▶ **Task inputs**:
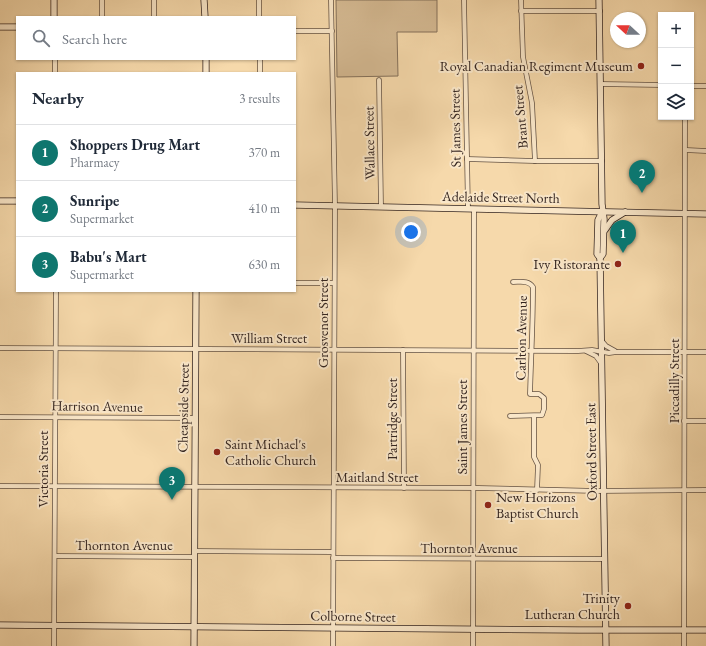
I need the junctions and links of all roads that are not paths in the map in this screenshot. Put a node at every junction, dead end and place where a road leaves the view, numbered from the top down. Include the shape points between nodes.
1 (54, 0) edge
2 (102, 0) edge
3 (154, 0) edge
4 (204, 0) edge
5 (259, 0) edge
6 (331, 0) edge
7 (464, 0) edge
8 (521, 0) edge
9 (599, 0) edge
10 (521, 11) junction
11 (600, 11) junction
12 (54, 16) edge
13 (102, 16) edge
14 (154, 16) edge
15 (205, 16) edge
16 (259, 16) edge
17 (0, 26) edge
18 (16, 27) edge
19 (296, 31) edge
20 (332, 31) junction
21 (54, 60) edge
22 (206, 60) edge
23 (260, 60) edge
24 (55, 72) edge
25 (206, 72) edge
26 (260, 72) edge
27 (379, 80) dead end
28 (601, 84) junction
29 (658, 86) edge
30 (694, 86) edge
31 (706, 86) edge
32 (685, 120) edge
33 (686, 150) junction
34 (706, 151) edge
35 (467, 159) junction
36 (535, 161) junction
37 (602, 161) junction
38 (0, 201) edge
39 (16, 201) edge
40 (296, 205) edge
41 (335, 206) junction
42 (381, 207) junction
43 (468, 209) junction
44 (474, 209) junction
45 (602, 212) junction
46 (625, 212) junction
47 (685, 213) junction
48 (706, 214) edge
49 (604, 234) junction
50 (600, 258) junction
51 (513, 282) dead end
52 (296, 283) edge
53 (334, 283) junction
54 (56, 292) edge
55 (196, 292) edge
56 (601, 340) junction
57 (0, 348) edge
58 (55, 348) junction
59 (195, 349) junction
60 (334, 349) junction
61 (403, 350) junction
62 (474, 350) junction
63 (532, 351) junction
64 (586, 351) junction
65 (601, 351) junction
66 (616, 352) junction
67 (685, 352) junction
68 (706, 352) edge
69 (601, 363) junction
70 (510, 416) dead end
71 (534, 416) junction
72 (0, 417) edge
73 (55, 417) junction
74 (194, 418) junction
75 (684, 421) junction
76 (706, 421) edge
77 (0, 486) edge
78 (55, 486) junction
79 (194, 487) junction
80 (333, 488) junction
81 (404, 488) junction
82 (473, 488) junction
83 (537, 490) junction
84 (684, 490) junction
85 (706, 490) edge
86 (604, 491) junction
87 (333, 552) junction
88 (194, 554) junction
89 (55, 556) junction
90 (333, 558) junction
91 (473, 559) junction
92 (605, 559) junction
93 (0, 625) edge
94 (54, 625) junction
95 (194, 626) junction
96 (333, 627) junction
97 (473, 629) junction
98 (606, 630) junction
99 (684, 630) junction
100 (706, 630) edge
101 (54, 646) edge
102 (194, 646) edge
103 (333, 646) edge
104 (473, 646) edge
105 (606, 646) edge
106 (684, 646) edge

1 - 12 main road
2 - 13 street
3 - 14 street
4 - 15 main road
5 - 16 street
6 - 20 street, Grosvenor Street
7 - 35 street, St James Street
8 - 10 street, Brant Street
9 - 11 main road, Oxford Street East
10 - 11 street
10 - 36 street, Brant Street via 523,57 532,103
11 - 28 main road, Oxford Street East
17 - 18 main road
19 - 20 street
20 - 41 street, Grosvenor Street
21 - 24 street
22 - 25 main road
23 - 26 street
27 - 42 street, Wallace Street
28 - 29 street
28 - 37 main road, Oxford Street East
30 - 31 street
32 - 33 street, Piccadilly Street
33 - 34 street
33 - 47 street, Piccadilly Street
35 - 36 street
35 - 43 street, St James Street
36 - 37 street
37 - 45 main road, Oxford Street East
38 - 39 main road
40 - 41 main road, Adelaide Street North
41 - 42 main road, Adelaide Street North
41 - 53 street, Grosvenor Street
42 - 43 main road, Adelaide Street North
43 - 44 main road, Adelaide Street North
44 - 45 main road, Adelaide Street North
44 - 62 street, Saint James Street
45 - 46 main road, Adelaide Street North
45 - 49 main road, Oxford Street East
45 - 50 main road, Oxford Street East via 598,220 597,254
46 - 47 main road, Adelaide Street North
46 - 49 main road via 611,221
47 - 48 main road, Adelaide Street North
47 - 67 street, Piccadilly Street
49 - 50 main road, Oxford Street East via 603,254
50 - 56 main road, Oxford Street East
51 - 63 street, Carlton Avenue via 526,282 533,287
52 - 53 street
53 - 60 street, Grosvenor Street
54 - 58 street, Victoria Street
55 - 59 main road, Cheapside Street
56 - 65 main road, Oxford Street East
56 - 66 street
57 - 58 street, William Street
58 - 59 street, William Street
58 - 73 street, Victoria Street
59 - 60 street, William Street
59 - 74 main road, Cheapside Street
60 - 61 street, William Street
60 - 80 street, Grosvenor Street
61 - 62 street, William Street
61 - 81 street, Partridge Street
62 - 63 street, William Street
62 - 82 street, Saint James Street
63 - 64 street, William Street
63 - 71 street, Carlton Avenue via 530,394 540,394 544,398 542,415
64 - 65 street, William Street
64 - 69 street via 596,356
65 - 66 street, William Street
65 - 69 main road, Oxford Street East
66 - 67 street, William Street
67 - 68 street, William Street
67 - 75 street, Piccadilly Street
69 - 86 main road, Oxford Street East
70 - 71 street
71 - 83 street via 534,457 538,465
72 - 73 street, Harrison Avenue
73 - 74 street, Harrison Avenue
73 - 78 street, Victoria Street
74 - 79 main road, Cheapside Street
75 - 76 street
75 - 84 street, Piccadilly Street
77 - 78 street, Maitland Street
78 - 79 street, Maitland Street
78 - 89 street, Victoria Street
79 - 80 street, Maitland Street
79 - 88 main road, Cheapside Street
80 - 81 street, Maitland Street
80 - 87 street, Grosvenor Street
81 - 82 street, Maitland Street
82 - 83 street, Maitland Street
82 - 91 street, Saint James Street
83 - 86 street, Maitland Street
84 - 85 street, Maitland Street
84 - 86 street, Maitland Street
84 - 99 street, Piccadilly Street
86 - 92 main road, Oxford Street East
87 - 88 street, Thornton Avenue
87 - 90 street, Grosvenor Street
88 - 89 street, Thornton Avenue
88 - 95 main road, Cheapside Street
89 - 94 street, Victoria Street
90 - 91 street, Thornton Avenue
90 - 96 street, Grosvenor Street
91 - 92 street, Thornton Avenue
91 - 97 street, Saint James Street
92 - 98 main road, Oxford Street East
93 - 94 main road, Colborne Street
94 - 95 main road, Colborne Street
94 - 101 street, Victoria Street
95 - 96 main road, Colborne Street
95 - 102 main road, Cheapside Street
96 - 97 main road, Colborne Street
96 - 103 street, Grosvenor Street
97 - 98 main road, Colborne Street
97 - 104 street, Saint James Street
98 - 99 main road, Colborne Street
98 - 105 main road, Oxford Street East
99 - 100 main road, Colborne Street
99 - 106 street, Piccadilly Street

▶ **Requirement**: Lines holding the string "Avenue" are the answer; copy each one from the listing above.

▶ **Reply**:
51 - 63 street, Carlton Avenue via 526,282 533,287
63 - 71 street, Carlton Avenue via 530,394 540,394 544,398 542,415
72 - 73 street, Harrison Avenue
73 - 74 street, Harrison Avenue
87 - 88 street, Thornton Avenue
88 - 89 street, Thornton Avenue
90 - 91 street, Thornton Avenue
91 - 92 street, Thornton Avenue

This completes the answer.